SUPPLIED DATA —
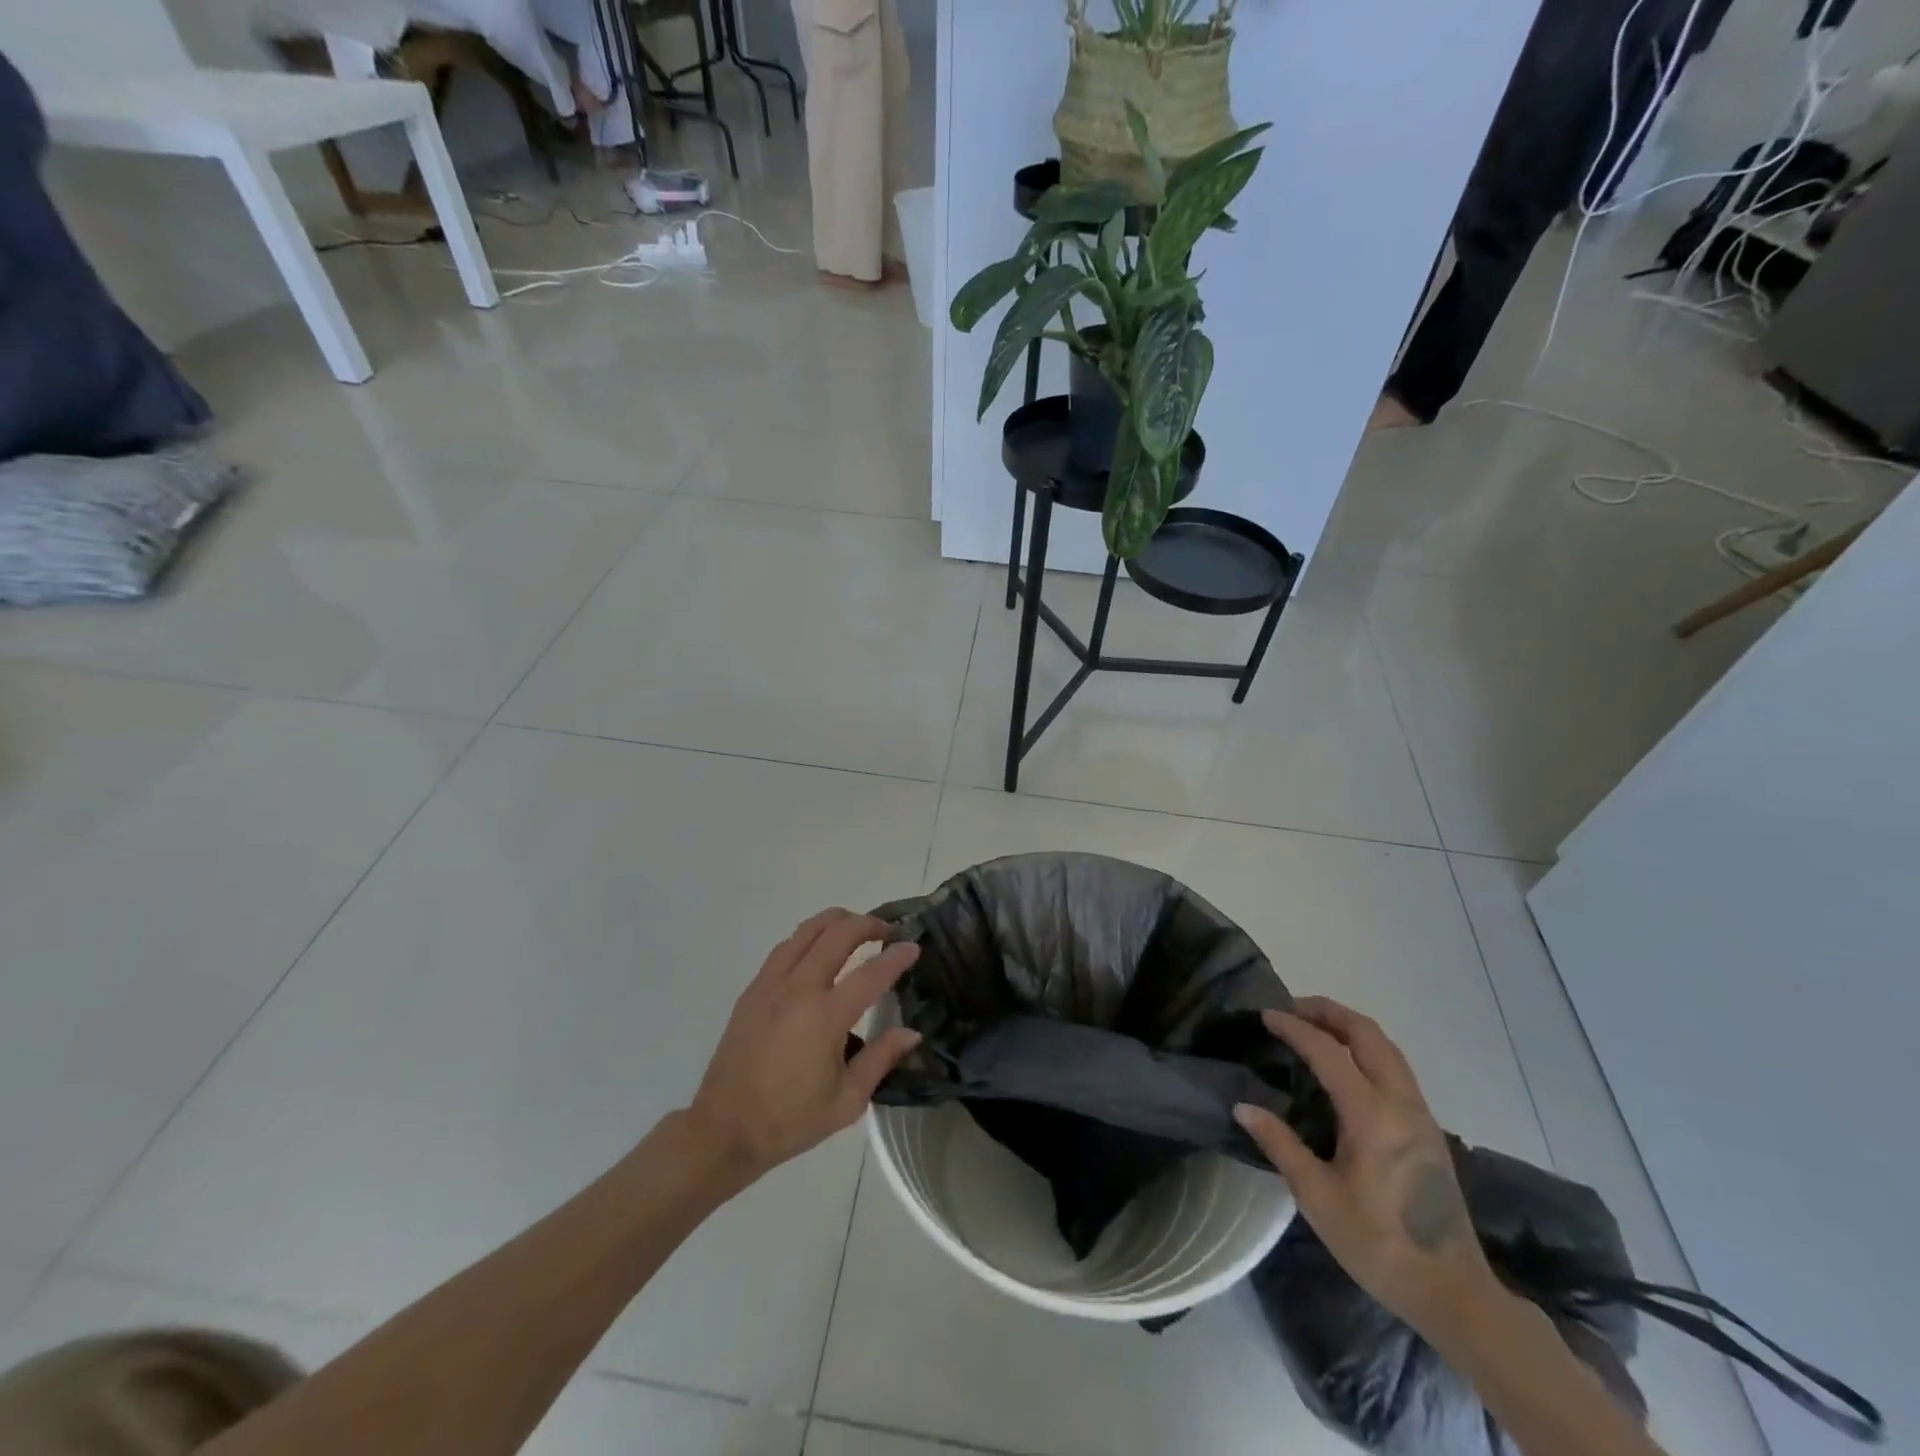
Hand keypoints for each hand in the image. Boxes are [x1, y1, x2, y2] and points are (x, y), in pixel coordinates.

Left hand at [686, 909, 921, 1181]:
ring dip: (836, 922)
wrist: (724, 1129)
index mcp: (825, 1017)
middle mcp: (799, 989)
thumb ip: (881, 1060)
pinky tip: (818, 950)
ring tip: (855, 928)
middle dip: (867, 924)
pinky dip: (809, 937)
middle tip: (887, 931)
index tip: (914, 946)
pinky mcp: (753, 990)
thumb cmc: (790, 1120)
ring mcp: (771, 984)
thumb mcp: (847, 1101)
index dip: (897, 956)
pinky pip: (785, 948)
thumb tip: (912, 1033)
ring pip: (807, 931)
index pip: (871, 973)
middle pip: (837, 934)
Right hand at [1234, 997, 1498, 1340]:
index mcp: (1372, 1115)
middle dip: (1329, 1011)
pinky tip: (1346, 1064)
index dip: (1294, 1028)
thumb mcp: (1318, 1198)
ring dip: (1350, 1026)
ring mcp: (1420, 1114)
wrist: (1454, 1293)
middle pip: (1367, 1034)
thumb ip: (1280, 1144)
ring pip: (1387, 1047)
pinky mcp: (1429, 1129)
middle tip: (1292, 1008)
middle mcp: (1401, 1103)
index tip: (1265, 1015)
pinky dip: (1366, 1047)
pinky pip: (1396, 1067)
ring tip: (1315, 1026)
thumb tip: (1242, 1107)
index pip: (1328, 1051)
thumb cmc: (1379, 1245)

...

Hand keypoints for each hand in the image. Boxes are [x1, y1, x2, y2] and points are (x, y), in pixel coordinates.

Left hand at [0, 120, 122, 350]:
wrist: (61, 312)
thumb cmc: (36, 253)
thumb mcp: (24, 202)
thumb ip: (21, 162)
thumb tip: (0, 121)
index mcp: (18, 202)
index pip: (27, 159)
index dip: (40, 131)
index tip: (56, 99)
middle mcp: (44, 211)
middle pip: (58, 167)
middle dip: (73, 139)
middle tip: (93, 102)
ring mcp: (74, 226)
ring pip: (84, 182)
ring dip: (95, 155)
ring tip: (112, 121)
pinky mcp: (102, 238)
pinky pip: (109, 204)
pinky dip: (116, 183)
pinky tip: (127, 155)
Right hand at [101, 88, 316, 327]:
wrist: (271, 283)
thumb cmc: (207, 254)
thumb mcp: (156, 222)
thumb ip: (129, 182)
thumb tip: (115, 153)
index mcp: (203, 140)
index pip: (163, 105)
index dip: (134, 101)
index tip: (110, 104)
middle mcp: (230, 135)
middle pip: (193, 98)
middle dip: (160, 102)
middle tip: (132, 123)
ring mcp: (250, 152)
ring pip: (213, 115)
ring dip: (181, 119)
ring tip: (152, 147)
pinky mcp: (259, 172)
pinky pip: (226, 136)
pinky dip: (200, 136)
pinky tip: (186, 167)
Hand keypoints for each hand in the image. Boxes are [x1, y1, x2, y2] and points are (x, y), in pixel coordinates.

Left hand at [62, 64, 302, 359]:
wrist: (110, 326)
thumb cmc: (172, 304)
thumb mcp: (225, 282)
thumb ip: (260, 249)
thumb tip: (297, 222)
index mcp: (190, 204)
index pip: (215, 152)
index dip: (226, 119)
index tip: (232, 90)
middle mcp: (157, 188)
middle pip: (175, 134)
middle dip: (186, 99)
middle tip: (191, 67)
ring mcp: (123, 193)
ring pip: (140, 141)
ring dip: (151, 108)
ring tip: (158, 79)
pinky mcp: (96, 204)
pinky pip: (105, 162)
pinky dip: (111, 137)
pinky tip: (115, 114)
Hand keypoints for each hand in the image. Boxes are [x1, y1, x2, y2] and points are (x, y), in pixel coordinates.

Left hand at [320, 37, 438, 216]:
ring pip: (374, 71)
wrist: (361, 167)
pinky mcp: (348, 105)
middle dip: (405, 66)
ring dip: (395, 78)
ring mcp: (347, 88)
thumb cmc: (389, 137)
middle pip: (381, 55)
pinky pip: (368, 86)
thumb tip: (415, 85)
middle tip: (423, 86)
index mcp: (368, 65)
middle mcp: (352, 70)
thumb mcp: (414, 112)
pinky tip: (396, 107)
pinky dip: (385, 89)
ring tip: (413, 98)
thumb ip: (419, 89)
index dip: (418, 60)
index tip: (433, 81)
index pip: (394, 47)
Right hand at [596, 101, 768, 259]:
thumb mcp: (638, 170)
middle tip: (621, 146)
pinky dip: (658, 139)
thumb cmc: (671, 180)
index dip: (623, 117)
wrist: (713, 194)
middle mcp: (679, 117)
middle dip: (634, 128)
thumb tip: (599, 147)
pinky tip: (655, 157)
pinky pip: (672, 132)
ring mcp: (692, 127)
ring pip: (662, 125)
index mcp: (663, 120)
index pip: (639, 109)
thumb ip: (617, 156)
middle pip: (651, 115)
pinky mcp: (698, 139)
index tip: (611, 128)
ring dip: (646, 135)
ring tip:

==

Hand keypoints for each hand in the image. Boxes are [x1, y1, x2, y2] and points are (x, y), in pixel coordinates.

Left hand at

PROBLEM DETAILS — Would you print exactly, and only, the lines of the data above from the line with "pinky pip: (105, 162)" through the line with "middle dip: (634, 128)", inclusive?

ANSWER AREA —
pinky pip: (105, 162)
pinky dip: (111, 137)
pinky tip: (115, 114)
Hand keypoints for each hand in the image. Boxes are [x1, y1, x2, y2] and points are (x, y), in pixel coordinates.

Left hand at [320, 37, 438, 216]:
ring pip: (374, 71)
wrist: (361, 167)
pinky mcp: (348, 105)
middle dip: (405, 66)
ring dip: (395, 78)
ring mcp: (347, 88)
thumb cmc: (389, 137)
middle pip: (381, 55)
pinky pip: (368, 86)
thumb tip: (415, 85)
middle tip: (423, 86)
index mcp: (368, 65)
middle mcp: (352, 70)
thumb mcp: (414, 112)
pinky tip: (396, 107)
pinky dip: (385, 89)
ring tip: (413, 98)
thumb ip: (419, 89)
index dip: (418, 60)
index tip: (433, 81)
index pip: (394, 47)
Right hand at [596, 101, 768, 259]:
thumb mcp: (638, 170)
middle tip: (621, 146)
pinky dip: (658, 139)
thumb cmc: (671, 180)
index dip: (623, 117)
wrist: (713, 194)
middle mcp: (679, 117)
middle dip: (634, 128)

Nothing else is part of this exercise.